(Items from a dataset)

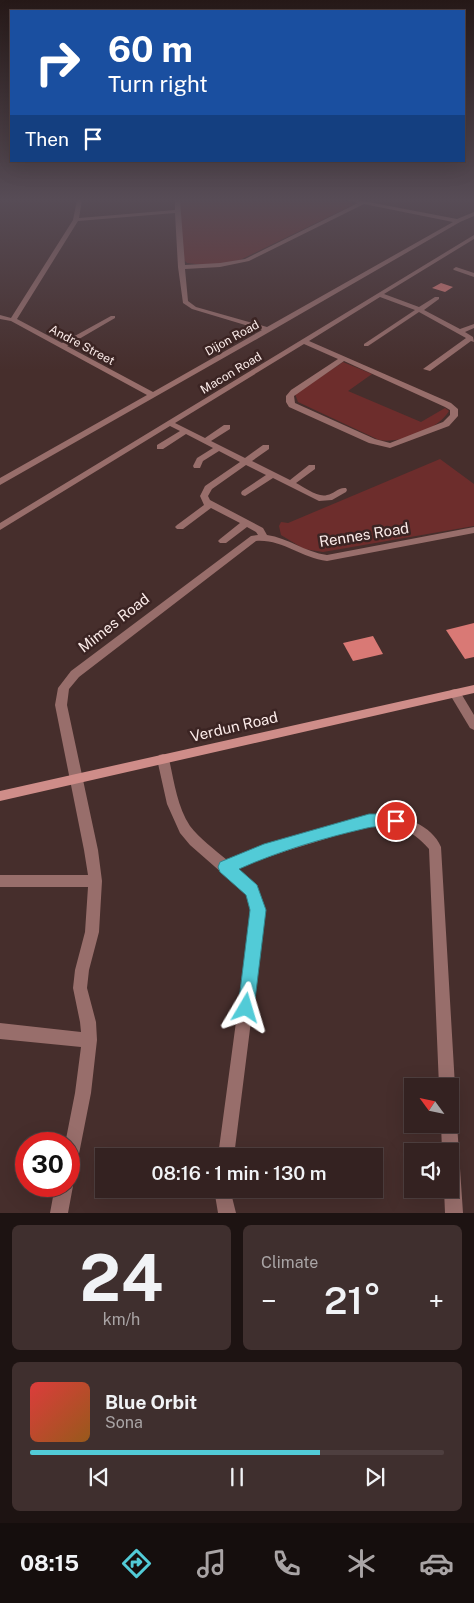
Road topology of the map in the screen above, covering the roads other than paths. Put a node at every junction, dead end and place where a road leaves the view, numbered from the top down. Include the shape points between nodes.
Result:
1 (53, 257) edge
2 (180, 257) edge
3 (254, 257) edge
4 (396, 257) edge
5 (444, 257) edge
6 (181, 267) junction
7 (456, 269) dead end
8 (474, 275) edge
9 (380, 295) junction
10 (437, 298) dead end
11 (418, 309) junction
12 (0, 317) edge
13 (113, 317) dead end
14 (13, 320) junction
15 (474, 326) edge
16 (268, 330) junction
17 (459, 332) junction
18 (473, 339) edge
19 (306, 342) junction
20 (366, 345) dead end
21 (62, 346) junction
22 (343, 359) junction
23 (427, 369) dead end
24 (153, 395) junction
25 (169, 424) junction
26 (226, 427) dead end
27 (186, 431) junction
28 (205, 441) junction
29 (160, 447) dead end
30 (267, 447) dead end
31 (219, 448) junction
32 (247, 461) junction
33 (197, 466) dead end
34 (313, 467) dead end
35 (273, 474) junction
36 (0, 482) edge
37 (291, 484) junction
38 (343, 490) dead end
39 (245, 494) dead end
40 (211, 504) junction
41 (246, 523) junction
42 (0, 527) edge
43 (180, 527) dead end
44 (474, 530) edge
45 (263, 536) junction
46 (223, 541) dead end
47 (474, 689) edge
48 (455, 693) junction
49 (474, 725) edge
50 (163, 759) junction
51 (76, 778) junction
52 (0, 796) edge
53 (226, 867) junction
54 (0, 881) edge
55 (95, 881) junction
56 (0, 1030) edge
57 (89, 1040) junction
58 (447, 1078) edge
59 (75, 1132) edge
60 (450, 1133) edge
61 (227, 1148) edge
62 (62, 1197) edge
63 (223, 1198) edge
64 (59, 1213) edge
65 (227, 1213) edge
66 (454, 1213) edge

1 - 14 street
2 - 6 street
3 - 6 street via 220,266
4 - 16 street, Dijon Road
5 - 9 street, Macon Road
6 - 16 street via 183,299 188,306
7 - 8 street
9 - 11 street
9 - 19 street, Macon Road
10 - 11 street
11 - 17 street
11 - 20 street
12 - 14 street, Andre Street
13 - 21 street
14 - 21 street, Andre Street
15 - 17 street
16 - 24 street, Dijon Road
17 - 18 street
18 - 23 street
19 - 22 street
19 - 25 street, Macon Road
21 - 24 street, Andre Street
22 - 22 street via 448,405 454,409 454,416 446,424 390,446 292,405 290,396 294,392
24 - 36 street, Dijon Road
25 - 27 street
25 - 42 street, Macon Road
26 - 28 street
27 - 28 street
27 - 29 street
28 - 31 street
30 - 32 street
31 - 32 street
31 - 33 street via 200,460
32 - 35 street
32 - 40 street via 206,490 204,499
34 - 37 street
35 - 37 street
35 - 39 street
37 - 38 street via 322,499
40 - 41 street, Rennes Road
40 - 43 street
41 - 45 street, Rennes Road via 262,532
41 - 46 street
44 - 45 street, Rennes Road via 327,558 310,555 273,537
45 - 51 street, Mimes Road via 244,544 70,680 61,705
47 - 48 street, Verdun Road
48 - 49 street
48 - 50 street, Verdun Road
50 - 51 street, Verdun Road
50 - 53 street via 173,804 184,829
51 - 52 street, Verdun Road
51 - 55 street, Mimes Road
53 - 58 street via 264,851 369,821 383,819 406,823 427,836 435,847
53 - 61 street via 252,890 258,910
54 - 55 street
55 - 57 street, Mimes Road via 92,932 80,988
56 - 57 street
57 - 59 street, Mimes Road
60 - 66 street
62 - 64 street
63 - 65 street

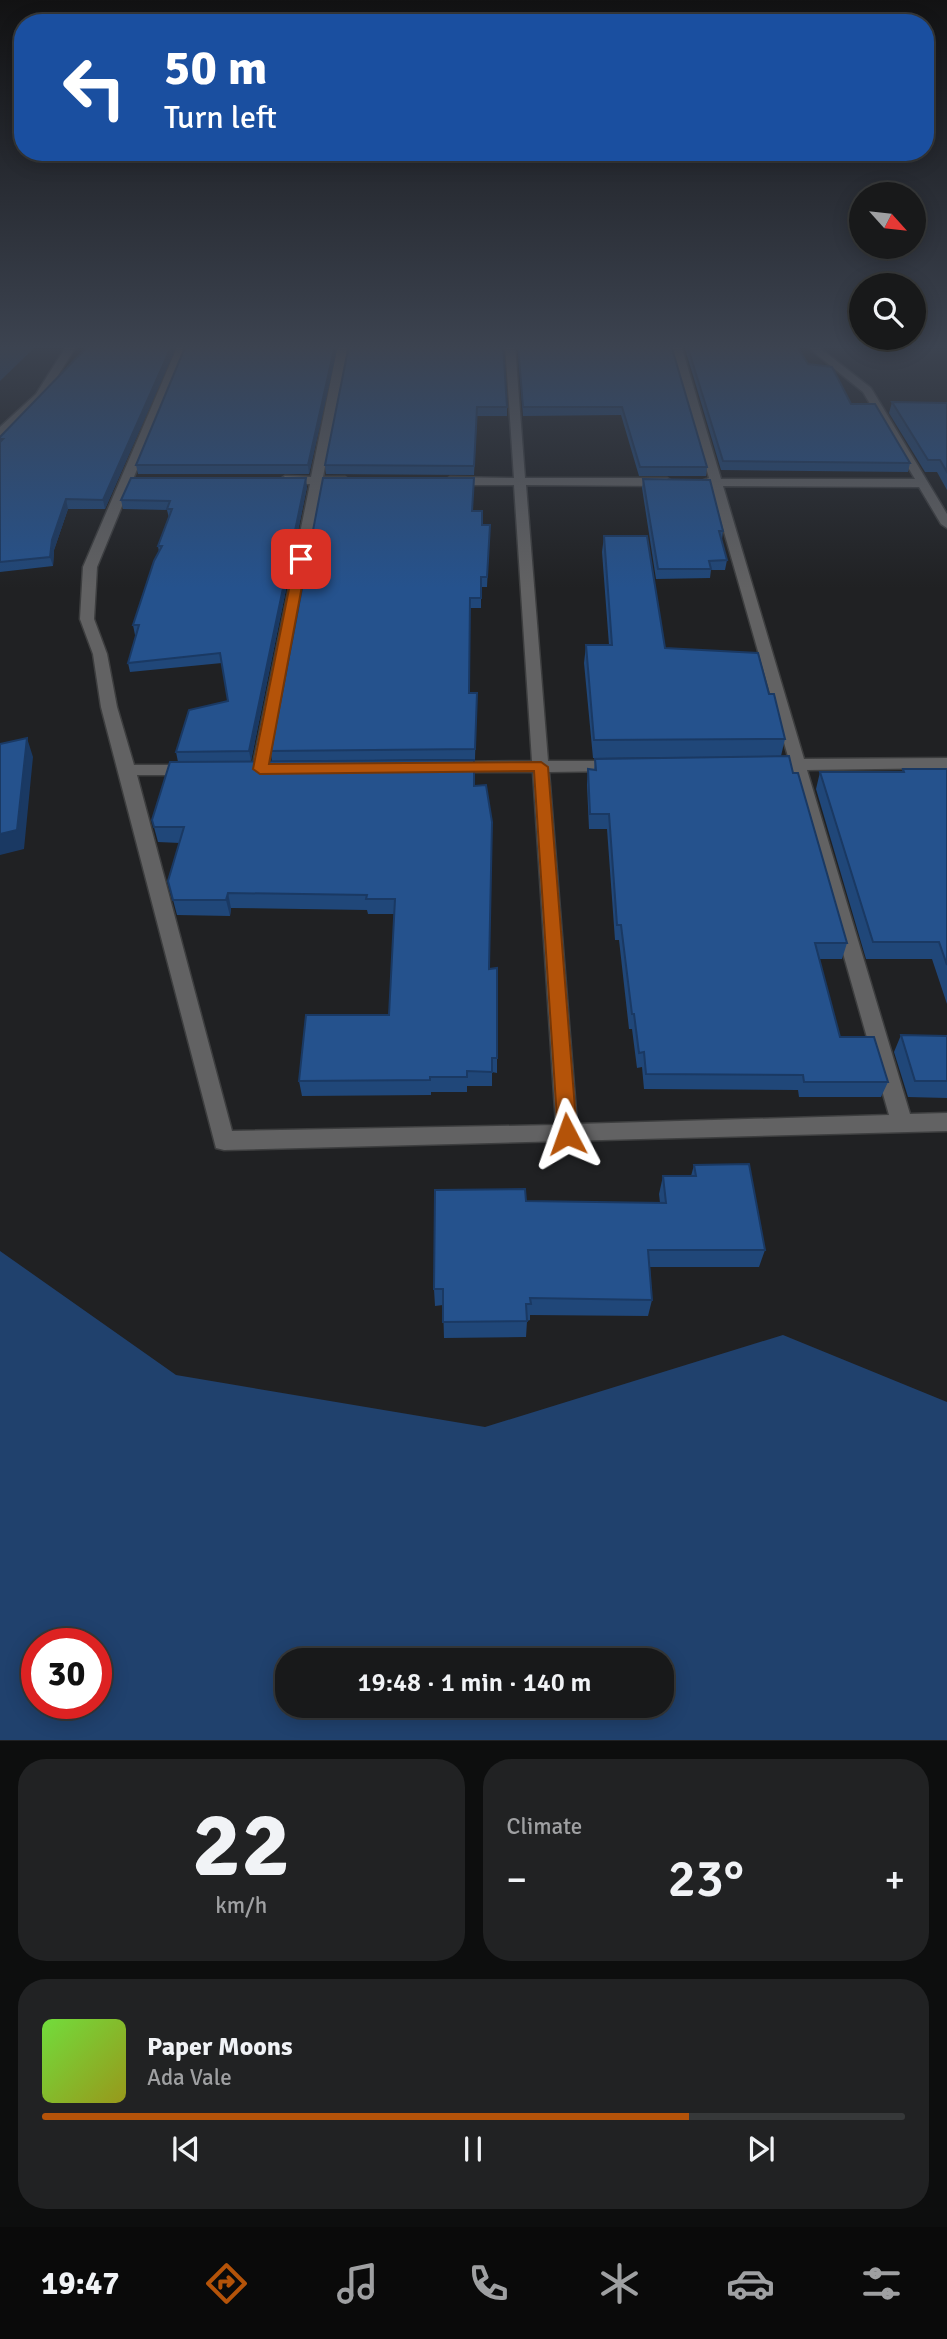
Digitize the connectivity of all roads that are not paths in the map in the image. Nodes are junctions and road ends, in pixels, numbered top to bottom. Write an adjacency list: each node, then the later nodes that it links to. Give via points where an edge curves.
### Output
1 (154, 426): 22 (street, via 134,480 90,567 87,619)
2 (327, 426): 7 (street)
3 (516, 426): 10 (street)
4 (700, 426): 11 (street)
5 (889, 426): 12 (street)
6 (276, 480): 7 (street)
7 (316, 481): 8 (street); 21 (street)
8 (357, 481)
9 (439, 481): 10 (street)
10 (520, 481): 11 (street); 18 (street)
11 (716, 482): 12 (street); 16 (street)
12 (924, 483): 13 (street)
13 (947, 524)
14 (947, 763): 16 (street)
15 (757, 765): 16 (street)
16 (798, 765): 24 (street)
17 (636, 766): 18 (street)
18 (541, 767): 19 (street); 25 (street)
19 (434, 768)
20 (207, 769): 22 (street)
21 (260, 769)
22 (128, 770): 25 (street, via 224,1141)
23 (947, 1122): 24 (street)
24 (902, 1123): 25 (street)
25 (567, 1134)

### [REQUIRED WORK]
Copy out each line of the records where the string "node" appears.

### [ANSWER TO THIS EXERCISE]
Road topology of the map in the screen above, covering the roads other than paths. Put a node at every junction, dead end and place where a road leaves the view, numbered from the top down. Include the shape points between nodes.
Digitize the connectivity of all roads that are not paths in the map in the image. Nodes are junctions and road ends, in pixels, numbered top to bottom. Write an adjacency list: each node, then the later nodes that it links to. Give via points where an edge curves.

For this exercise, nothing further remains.